For the final in our series on how to get insight from online communities, we are looking at using what is very much an insight tool but that can be included in any online community: quick polls. Easy to respond to and simple on the community, getting online polls right is actually more difficult than you might think. If you want to get real insight from them, you need to know what questions to ask, and what answers to offer.

Quick polls offer a way to get high-level feedback from your community members on simple quantitative questions. You can understand what people think and can often get feedback very quickly.

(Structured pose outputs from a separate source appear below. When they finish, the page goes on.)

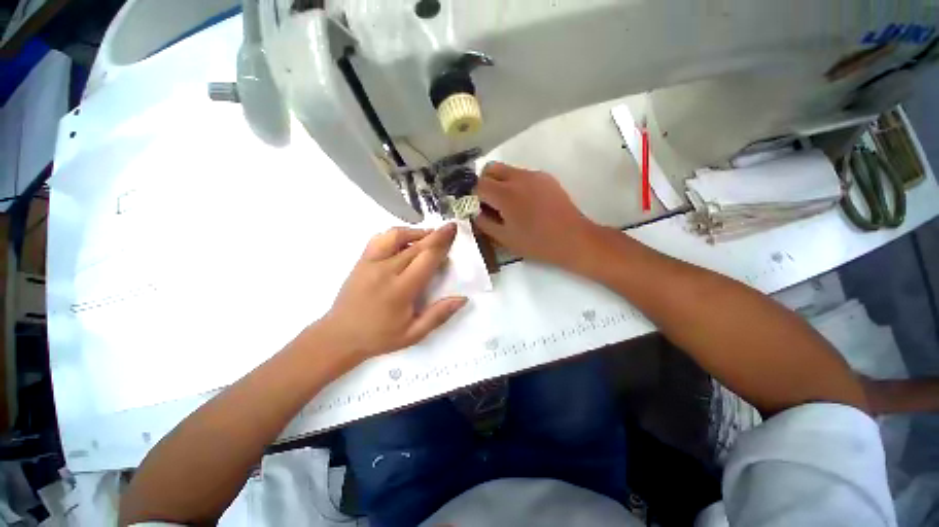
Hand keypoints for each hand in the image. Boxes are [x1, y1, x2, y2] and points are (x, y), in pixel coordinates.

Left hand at [319, 224, 467, 360]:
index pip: (426, 258)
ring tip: (429, 235)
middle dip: (435, 234)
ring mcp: (371, 262)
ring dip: (416, 232)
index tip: (453, 231)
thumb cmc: (380, 336)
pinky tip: (405, 240)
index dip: (442, 243)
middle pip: (416, 245)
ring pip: (396, 236)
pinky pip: (380, 239)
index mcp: (402, 289)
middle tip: (449, 227)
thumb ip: (439, 315)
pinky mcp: (362, 260)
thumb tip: (462, 298)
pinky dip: (395, 234)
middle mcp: (386, 270)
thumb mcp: (414, 334)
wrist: (339, 336)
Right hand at [473, 162, 600, 270]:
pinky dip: (515, 184)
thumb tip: (474, 211)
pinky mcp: (546, 177)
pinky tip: (524, 203)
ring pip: (507, 170)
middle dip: (484, 183)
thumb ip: (484, 222)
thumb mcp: (504, 238)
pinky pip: (522, 174)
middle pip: (490, 168)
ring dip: (500, 183)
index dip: (472, 196)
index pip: (478, 184)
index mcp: (506, 194)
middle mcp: (518, 177)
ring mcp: (534, 175)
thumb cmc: (537, 243)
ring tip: (507, 205)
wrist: (574, 238)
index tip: (476, 208)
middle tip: (488, 203)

There are four steps to make quick polls successful and a useful source of insight:

  1. Define what you want to find out – you have only a quick poll and a limited number of words to explain what you are asking. Define a question that is actually useful to you and that is specific enough so that people understand  what they are being asked.
  2. Choose your words carefully – how you ask the question is very important. You need to be clear, specific and direct. Make sure you are asking only one question otherwise it will be difficult to analyse the results.
  3. Offer specific answers – in a quick poll you probably list a set of answers from which people will choose. Make sure the answers you offer are discrete and different from each other and that you offer all the combinations people will want to choose from.
  4. Use the poll to spark a forum discussion – the poll itself can only tell you what people think. To find out why they think this, you should start a related forum discussion where people can discuss the poll, their answer and the issues it raises.

Quick polls can be a great opportunity to get relatively quick feedback from the community members and real insight into a question that is important to you. It’s important to make sure you make the most of this opportunity and produce data that gives you real insight.